In an interview with Vice magazine, filmmaker Matthew VanDyke was asked:

What do you have to say to those in the journalist community who are angered about you switching between being a journalist and being a freedom fighter when it suits you? You know, the Committee to Protect Journalists lobbying for your release [while he was held prisoner for six months by Gaddafi’s forces in Libya] under the asumption you were a freelance journalist, then you returning to fight as soon as your release had been secured.

Please don’t call me a journalist. People still do that, even though I’m not. And the journalist community isn’t irritated. There were, like, ten people who were irritated to bicker and bitch and a lot of them have their own reasons for doing it. The fact is that I’ve been balefully accused for two years now and it causes me such immense emotional distress. These people try to destroy me.

The reason they still call me a journalist is that they are looking for a one-worder that fits in a headline. My family argued with journalists not to call me a journalist when I was missing, and they still did it. When I escaped prison and found out that I was a journalist, it was news to me. I’m not unbiased, not impartial like journalists should be. I don’t report news. When I was in Syria, partly because of my actions in Libya, I had access to things that I would see in the news weeks later, but I did not report on them.

Why did you actively choose not to be a journalist?
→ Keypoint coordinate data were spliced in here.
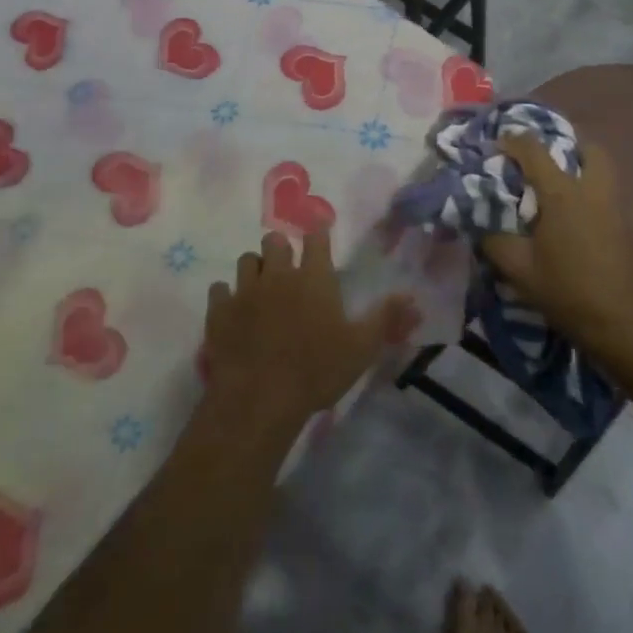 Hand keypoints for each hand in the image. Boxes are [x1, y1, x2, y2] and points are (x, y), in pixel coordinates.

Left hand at [203, 230, 416, 433]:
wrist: (260, 398)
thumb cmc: (316, 371)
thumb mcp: (361, 348)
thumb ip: (386, 318)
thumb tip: (413, 297)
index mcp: (313, 278)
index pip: (316, 239)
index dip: (318, 234)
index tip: (318, 235)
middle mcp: (277, 274)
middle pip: (274, 241)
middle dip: (281, 248)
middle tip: (287, 268)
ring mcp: (245, 290)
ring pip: (246, 260)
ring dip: (255, 268)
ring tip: (261, 286)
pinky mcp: (219, 310)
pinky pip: (219, 289)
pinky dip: (226, 295)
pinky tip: (233, 309)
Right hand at [480, 136, 632, 387]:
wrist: (630, 332)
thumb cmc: (568, 295)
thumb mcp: (518, 271)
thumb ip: (495, 241)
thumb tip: (483, 226)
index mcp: (564, 195)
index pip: (535, 150)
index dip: (515, 140)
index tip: (501, 142)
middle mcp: (597, 193)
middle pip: (591, 150)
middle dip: (570, 148)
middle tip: (551, 164)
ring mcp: (626, 212)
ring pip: (610, 178)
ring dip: (589, 178)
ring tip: (569, 202)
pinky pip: (620, 209)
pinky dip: (603, 211)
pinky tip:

Because I don’t cross lines—don’t mix things. I don’t think journalists should be pro-revolution; journalists should show up, report the news and not take a side. I’m so determined not to cross lines that I take financial hardship for it, I risk my life for it. I was wearing a uniform while I was making that film—sometimes with a Free Syrian Army flag on my arm—to make it clear that I’m not a journalist. The consequence of that could have been that, if I’d have been captured, I would have been tortured to death.